[Peace-discuss] Fwd: Obama's Foreign Policy Speech vs. Obama's Foreign Policy - Phyllis Bennis

Stuart Levy via Peace-discuss peace-discuss at lists.chambana.net
Fri Jun 6 13:17:46 EDT 2014


 From Phyllis Bennis, "Talking Points", Institute for Policy Studies - 
via the United for Peace and Justice mailing list.    I think it's a 
good article, wide-ranging and timely (though it is many times too long 
to make a flyer...).

==================================

Dear friends,

President Obama's West Point graduation speech outlining his foreign 
policy had some pretty good stuff in it. Leadership doesn't mean only 
military force. Just because you have a big hammer doesn't mean 
everything is a nail. "A world of greater freedom and tolerance is not 
only a moral imperative; it also helps keep us safe." It all sounded 
great. Just an hour or so later *I discussed the speech on Al-Jazeera.* 
<http://act.ips-dc.org/site/R?i=PMrChdMdXb7Q9t20HA4wOg>

It was a pretty great speech that challenged much of the militarization 
of post-9/11 U.S. foreign policy---the problem is, like too many great 
speeches before, it has far too little to do with what the Obama 
administration actually does.

No question Ben Rhodes is a terrific speechwriter (though don't get me 
started on what he doesn't know as deputy national security adviser,) 
and Obama knows how to talk the talk.  The problem isn't the speech. The 
problem is the policy.

Obama was right to criticize the isolationism of "self-described 
realists" whose interest in the world starts and ends with what is 
useful for traditionally-defined U.S. interests --- that is, mainly 
military and corporate ones. And he was right to criticize and address 
the "interventionists from the left and right" who believe that 
"America's willingness to apply force around the world is the ultimate 
safeguard against chaos" --- essentially, those who want to use force 
even more than he does.

But once again Obama didn't answer his critics --- also from the right 
and left, though most especially from the left --- who are outraged at 
how much he and his administration /are/ using military force, in far 
too many places, against far too many people, far too often, and far out 
of public sight.

The mainstream media was full of post-speech carping about Obama setting 
up a straw man when he accused others of wanting to send ground troops 
to Syria (or Ukraine, or Nigeria, or Thailand.) The real problem is not 
that he's refusing to send ground troops --- it's that he /is/ 
escalating the military conflicts by involving the U.S. military: 
providing weapons, supplies, planes and pilots, training, CIA 
counter-terrorism troops (the CIA now has its own fleet of armed planes, 
special forces in all but name,) and looking for military solutions all 
over the world.

Obama was right to push back against critics who complain that the U.S. 
has lost its global leadership role because it hasn't sent troops 
everywhere the warmongers wanted. He was right when he said that 
leadership doesn't only mean military force. The problem is, though, 
U.S. leadership and credibility have been dramatically weakened because 
of too /much/, not too little military force. The direct U.S. military 
interventions that failed (Iraq, Afghanistan, Libya,) the U.S. search 
for military solutions even when they claim there are none (Syria,) the 
continuing U.S. reliance on might-makes-right arguments (Guantanamo, the 
drone war,) the U.S. refusal to get out of the way to let other, more 
legitimate global institutions lead (Israel-Palestine) have all weakened 
U.S. global leadership.

Obama's repeated statement that "there is no military solution" in Syria 
is belied by the CIA training rebel forces in Jordan, by U.S. allies 
being allowed to provide U.S.-produced weapons to the rebels, by 
apparently imminent efforts to send U.S. shoulder-fired anti-aircraft 
missiles. If the president believed there is no military solution in 
Syria, then he should stop supporting one side of this brutal civil war; 
call for an immediate ceasefire and immediate international arms embargo 
on all sides; and re-engage with Russia to figure out a diplomatic 
solution. The current progress in negotiations with Iran should lead to 
new engagement with Iran on the Syria crisis as well.

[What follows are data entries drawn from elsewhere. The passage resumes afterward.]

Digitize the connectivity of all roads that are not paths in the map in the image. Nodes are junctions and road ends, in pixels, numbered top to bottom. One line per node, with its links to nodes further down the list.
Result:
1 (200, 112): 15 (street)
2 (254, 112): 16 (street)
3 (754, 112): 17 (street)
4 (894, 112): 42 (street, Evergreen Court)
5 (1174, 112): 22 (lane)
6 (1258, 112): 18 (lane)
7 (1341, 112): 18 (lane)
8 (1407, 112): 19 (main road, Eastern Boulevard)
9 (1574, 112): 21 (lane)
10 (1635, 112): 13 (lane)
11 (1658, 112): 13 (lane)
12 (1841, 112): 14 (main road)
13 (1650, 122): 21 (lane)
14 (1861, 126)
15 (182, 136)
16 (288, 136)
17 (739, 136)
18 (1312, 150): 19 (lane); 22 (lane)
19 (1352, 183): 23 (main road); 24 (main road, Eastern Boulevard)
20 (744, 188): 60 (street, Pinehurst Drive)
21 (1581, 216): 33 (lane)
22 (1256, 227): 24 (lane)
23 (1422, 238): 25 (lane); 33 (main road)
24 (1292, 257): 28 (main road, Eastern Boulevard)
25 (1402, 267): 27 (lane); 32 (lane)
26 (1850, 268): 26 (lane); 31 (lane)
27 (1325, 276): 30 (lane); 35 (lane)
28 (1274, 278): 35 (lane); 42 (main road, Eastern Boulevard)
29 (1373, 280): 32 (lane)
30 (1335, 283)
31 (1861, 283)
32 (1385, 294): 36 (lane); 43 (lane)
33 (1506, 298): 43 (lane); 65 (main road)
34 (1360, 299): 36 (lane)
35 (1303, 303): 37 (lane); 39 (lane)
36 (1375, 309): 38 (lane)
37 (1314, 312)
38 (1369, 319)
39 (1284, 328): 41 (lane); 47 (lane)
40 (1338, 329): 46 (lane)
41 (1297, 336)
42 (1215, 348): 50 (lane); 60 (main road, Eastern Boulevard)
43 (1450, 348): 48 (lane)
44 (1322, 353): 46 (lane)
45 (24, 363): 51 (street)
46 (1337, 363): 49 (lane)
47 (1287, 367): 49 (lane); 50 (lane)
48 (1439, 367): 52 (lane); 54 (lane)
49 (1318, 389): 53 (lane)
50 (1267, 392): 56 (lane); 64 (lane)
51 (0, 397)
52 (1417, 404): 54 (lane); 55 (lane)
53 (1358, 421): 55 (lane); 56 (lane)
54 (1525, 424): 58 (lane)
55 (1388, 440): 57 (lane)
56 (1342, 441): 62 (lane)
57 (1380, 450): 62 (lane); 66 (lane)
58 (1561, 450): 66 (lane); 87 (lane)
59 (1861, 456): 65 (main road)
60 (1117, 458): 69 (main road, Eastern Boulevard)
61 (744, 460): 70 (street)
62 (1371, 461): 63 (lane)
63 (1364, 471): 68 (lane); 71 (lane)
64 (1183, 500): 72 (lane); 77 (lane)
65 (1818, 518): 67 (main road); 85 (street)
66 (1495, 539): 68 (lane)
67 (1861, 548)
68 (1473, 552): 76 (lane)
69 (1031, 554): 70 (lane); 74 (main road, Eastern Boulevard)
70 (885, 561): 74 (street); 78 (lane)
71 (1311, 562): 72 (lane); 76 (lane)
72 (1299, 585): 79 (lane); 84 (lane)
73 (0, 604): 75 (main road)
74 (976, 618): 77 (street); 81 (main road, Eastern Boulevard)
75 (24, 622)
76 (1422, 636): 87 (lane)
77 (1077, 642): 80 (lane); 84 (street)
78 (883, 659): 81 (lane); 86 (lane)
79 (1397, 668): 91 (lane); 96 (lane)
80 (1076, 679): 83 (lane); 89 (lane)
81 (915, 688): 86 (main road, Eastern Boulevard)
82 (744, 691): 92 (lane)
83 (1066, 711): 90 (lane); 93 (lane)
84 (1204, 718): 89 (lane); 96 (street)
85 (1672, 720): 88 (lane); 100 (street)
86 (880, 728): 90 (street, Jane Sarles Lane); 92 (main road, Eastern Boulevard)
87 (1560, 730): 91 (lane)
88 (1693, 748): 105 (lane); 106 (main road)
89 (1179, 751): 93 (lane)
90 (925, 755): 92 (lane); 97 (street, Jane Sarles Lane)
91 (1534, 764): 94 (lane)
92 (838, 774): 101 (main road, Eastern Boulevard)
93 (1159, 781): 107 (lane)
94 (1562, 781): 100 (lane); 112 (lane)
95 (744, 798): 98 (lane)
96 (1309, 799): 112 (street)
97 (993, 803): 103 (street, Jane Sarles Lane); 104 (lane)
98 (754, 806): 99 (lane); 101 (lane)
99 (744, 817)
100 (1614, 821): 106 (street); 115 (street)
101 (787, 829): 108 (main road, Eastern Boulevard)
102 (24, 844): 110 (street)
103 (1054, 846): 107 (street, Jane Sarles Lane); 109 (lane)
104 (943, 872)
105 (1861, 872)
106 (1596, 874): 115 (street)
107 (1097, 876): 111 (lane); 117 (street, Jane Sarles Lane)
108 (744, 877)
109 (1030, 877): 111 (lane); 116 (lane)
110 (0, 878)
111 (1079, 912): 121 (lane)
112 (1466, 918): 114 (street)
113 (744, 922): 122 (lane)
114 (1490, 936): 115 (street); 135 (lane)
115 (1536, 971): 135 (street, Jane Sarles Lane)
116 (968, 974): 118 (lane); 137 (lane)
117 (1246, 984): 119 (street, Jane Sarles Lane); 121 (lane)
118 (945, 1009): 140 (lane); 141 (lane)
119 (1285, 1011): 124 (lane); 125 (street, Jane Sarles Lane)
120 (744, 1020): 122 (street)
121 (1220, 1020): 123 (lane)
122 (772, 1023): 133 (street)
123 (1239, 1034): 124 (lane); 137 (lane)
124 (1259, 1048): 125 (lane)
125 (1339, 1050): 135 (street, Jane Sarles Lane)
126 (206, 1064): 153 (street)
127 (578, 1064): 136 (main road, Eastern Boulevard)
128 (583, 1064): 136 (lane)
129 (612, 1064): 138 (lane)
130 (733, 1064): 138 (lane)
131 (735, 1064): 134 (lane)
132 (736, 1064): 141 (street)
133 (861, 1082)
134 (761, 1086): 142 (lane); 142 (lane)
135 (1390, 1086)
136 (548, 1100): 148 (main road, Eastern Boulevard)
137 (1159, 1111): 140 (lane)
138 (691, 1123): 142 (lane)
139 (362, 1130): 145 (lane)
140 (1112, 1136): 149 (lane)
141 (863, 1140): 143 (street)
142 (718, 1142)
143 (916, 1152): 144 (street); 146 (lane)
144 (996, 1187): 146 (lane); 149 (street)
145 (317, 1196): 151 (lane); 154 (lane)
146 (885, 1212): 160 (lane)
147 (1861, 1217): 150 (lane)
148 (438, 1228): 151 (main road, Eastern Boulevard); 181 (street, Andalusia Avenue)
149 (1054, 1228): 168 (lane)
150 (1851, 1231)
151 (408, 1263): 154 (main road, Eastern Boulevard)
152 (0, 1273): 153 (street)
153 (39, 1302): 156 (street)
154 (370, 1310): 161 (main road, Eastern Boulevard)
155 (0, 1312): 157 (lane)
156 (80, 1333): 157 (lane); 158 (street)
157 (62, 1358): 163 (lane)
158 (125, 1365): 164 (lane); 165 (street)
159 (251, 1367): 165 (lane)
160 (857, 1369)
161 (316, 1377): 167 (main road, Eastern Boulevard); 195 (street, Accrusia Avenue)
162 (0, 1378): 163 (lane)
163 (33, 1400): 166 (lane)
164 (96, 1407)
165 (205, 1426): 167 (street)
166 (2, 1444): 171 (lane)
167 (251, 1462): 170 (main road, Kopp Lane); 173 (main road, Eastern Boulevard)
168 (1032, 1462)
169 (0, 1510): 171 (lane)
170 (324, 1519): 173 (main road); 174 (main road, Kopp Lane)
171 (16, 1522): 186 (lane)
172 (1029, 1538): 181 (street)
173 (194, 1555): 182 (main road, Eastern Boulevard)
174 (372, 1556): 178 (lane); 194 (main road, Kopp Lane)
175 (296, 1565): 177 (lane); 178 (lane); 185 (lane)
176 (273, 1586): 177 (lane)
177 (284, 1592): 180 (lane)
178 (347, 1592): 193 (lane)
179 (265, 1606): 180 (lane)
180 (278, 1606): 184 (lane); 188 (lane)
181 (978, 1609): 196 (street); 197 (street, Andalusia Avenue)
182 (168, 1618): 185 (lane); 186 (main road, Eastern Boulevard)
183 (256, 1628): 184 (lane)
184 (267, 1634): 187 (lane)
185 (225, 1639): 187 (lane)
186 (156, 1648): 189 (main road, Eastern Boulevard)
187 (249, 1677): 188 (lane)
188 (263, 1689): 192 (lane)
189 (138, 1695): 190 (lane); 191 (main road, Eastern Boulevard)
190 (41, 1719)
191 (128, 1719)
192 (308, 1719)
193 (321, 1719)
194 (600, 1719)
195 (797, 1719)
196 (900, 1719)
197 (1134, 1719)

When Obama extols American exceptionalism and says, "What makes us 
exceptional is not our ability to flout international norms and the rule 
of law; it is our willingness to affirm them through our actions," he is 
wrong. It is precisely Washington's ability --- and willingness --- "to 
flout international norms and the rule of law" that shows its 
exceptional military and economic power.

What other country could get away with violating sovereignty by using 
drone missiles to kill citizens of other countries --- within those 
countries' borders --- because it claims the target of those drone 
strikes were "bad guys?" What if some /other/ government decided that 
certain Americans in the U.S. were the bad guys and sent missiles to 
kill them? Affirming international norms and the rule of law means 
ending drone strikes and illegal invasions and bombing campaigns, not 
simply claiming they're legal because it's Washington that does it 
instead of Moscow or Beijing.

The president said he would "continue to push to close Gitmo" because 
U.S. values and legal traditions "do not permit the indefinite detention 
of people beyond our borders." The problem is, that "indefinite 
detention" is now precisely what defines the values and legal traditions 
of our country. Like his predecessor, Obama has relied on memos drafted 
by his own lawyers, without oversight by any court, to reinterpret U.S. 
law by simply declaring things like assassination of American citizens 
"legal."  That's the /new/ American legal tradition.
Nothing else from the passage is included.